No texto que escrevi sobre amor,carreiras e prioridades defendi que o amor, por mais complicado que
seja, pode ser conjugado com a aposta numa carreira de sucesso.
Acho que uma coisa não invalida a outra. Nos comentários mantive um
pequeno diálogo com o Rui Pi, que falou da possibilidade de no
futuro a resposta para a pergunta “o que és?” ser apenas uma
profissão. Eu coloquei outro cenário. Uma pessoa chegar aos oitenta
anos, fazer esta pergunta a si próprio e não ter resposta para ela.
Acredito que por volta dos oitenta anos
(ou até mais cedo) todas as pessoas pensam na vida e no caminho que
percorreram até aquele momento. Nessa altura, existem duas respostas
que se destacam de muitas outras. Por exemplo, uma pessoa pode
perguntar a si mesma “quem sou?” e ter como resposta um
empresário de sucesso. Que tem uma bela moradia. Um carro de luxo.

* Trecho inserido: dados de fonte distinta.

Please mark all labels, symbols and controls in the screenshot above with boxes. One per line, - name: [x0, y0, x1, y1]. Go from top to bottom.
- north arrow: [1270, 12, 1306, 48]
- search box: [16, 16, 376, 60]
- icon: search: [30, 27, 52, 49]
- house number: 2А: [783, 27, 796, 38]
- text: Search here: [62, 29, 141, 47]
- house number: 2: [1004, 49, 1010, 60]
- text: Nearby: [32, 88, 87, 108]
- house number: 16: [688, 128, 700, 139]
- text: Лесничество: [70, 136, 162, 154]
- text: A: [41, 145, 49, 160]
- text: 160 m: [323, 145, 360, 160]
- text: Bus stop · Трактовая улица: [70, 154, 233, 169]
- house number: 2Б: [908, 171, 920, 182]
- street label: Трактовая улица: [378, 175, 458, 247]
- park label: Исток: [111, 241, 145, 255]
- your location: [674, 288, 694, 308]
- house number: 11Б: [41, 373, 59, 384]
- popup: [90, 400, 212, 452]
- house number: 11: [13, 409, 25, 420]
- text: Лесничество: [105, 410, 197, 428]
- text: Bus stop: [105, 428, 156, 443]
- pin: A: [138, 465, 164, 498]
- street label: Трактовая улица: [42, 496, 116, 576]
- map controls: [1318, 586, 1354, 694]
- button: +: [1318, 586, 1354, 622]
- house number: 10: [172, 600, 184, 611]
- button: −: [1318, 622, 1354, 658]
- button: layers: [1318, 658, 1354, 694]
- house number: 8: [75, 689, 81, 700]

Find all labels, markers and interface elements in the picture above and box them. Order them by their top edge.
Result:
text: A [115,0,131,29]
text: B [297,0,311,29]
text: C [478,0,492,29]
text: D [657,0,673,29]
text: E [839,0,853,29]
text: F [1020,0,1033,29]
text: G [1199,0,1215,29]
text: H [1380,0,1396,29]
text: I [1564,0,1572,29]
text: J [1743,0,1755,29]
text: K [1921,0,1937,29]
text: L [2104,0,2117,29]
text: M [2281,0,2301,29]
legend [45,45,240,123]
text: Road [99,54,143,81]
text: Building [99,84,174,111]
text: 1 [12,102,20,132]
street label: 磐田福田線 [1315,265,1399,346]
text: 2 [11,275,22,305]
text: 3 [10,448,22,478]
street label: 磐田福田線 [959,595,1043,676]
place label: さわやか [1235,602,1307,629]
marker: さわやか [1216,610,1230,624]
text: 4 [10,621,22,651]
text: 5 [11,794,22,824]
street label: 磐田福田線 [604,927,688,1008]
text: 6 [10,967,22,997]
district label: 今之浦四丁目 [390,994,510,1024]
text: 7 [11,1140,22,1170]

Uma conta bancária recheada. E o guarda fatos repleto da melhor
roupa que o dinheiro pode comprar.
Só que esta pessoa percebe também que
não tem ninguém a não ser a empregada de limpeza para dividir a
casa. Que não tem ninguém para passear a seu lado no carro de luxo.
Que não tem ninguém com quem gastar o dinheiro nem sequer tem
ninguém a quem deixar o dinheiro quando chegar a hora da sua morte.
E que não tem nenhum sítio a visitar com a sua roupa de marca,
excepto o restaurante do costume onde tem por hábito almoçar.
Depois, existe aquele velho que faz a
mesma pergunta. E que tem como resposta um emprego nem sempre bem
remunerado, que deu muito trabalho mas que permitiu amealhar o
dinheiro suficiente para uma vida dentro do que planeou. Uma casa
suficientemente boa. Um carro modesto e económico. Uma conta
bancária que permite respirar e dormir sem dores de cabeça. E um
guarda fatos com meia dúzia de peças mais caras.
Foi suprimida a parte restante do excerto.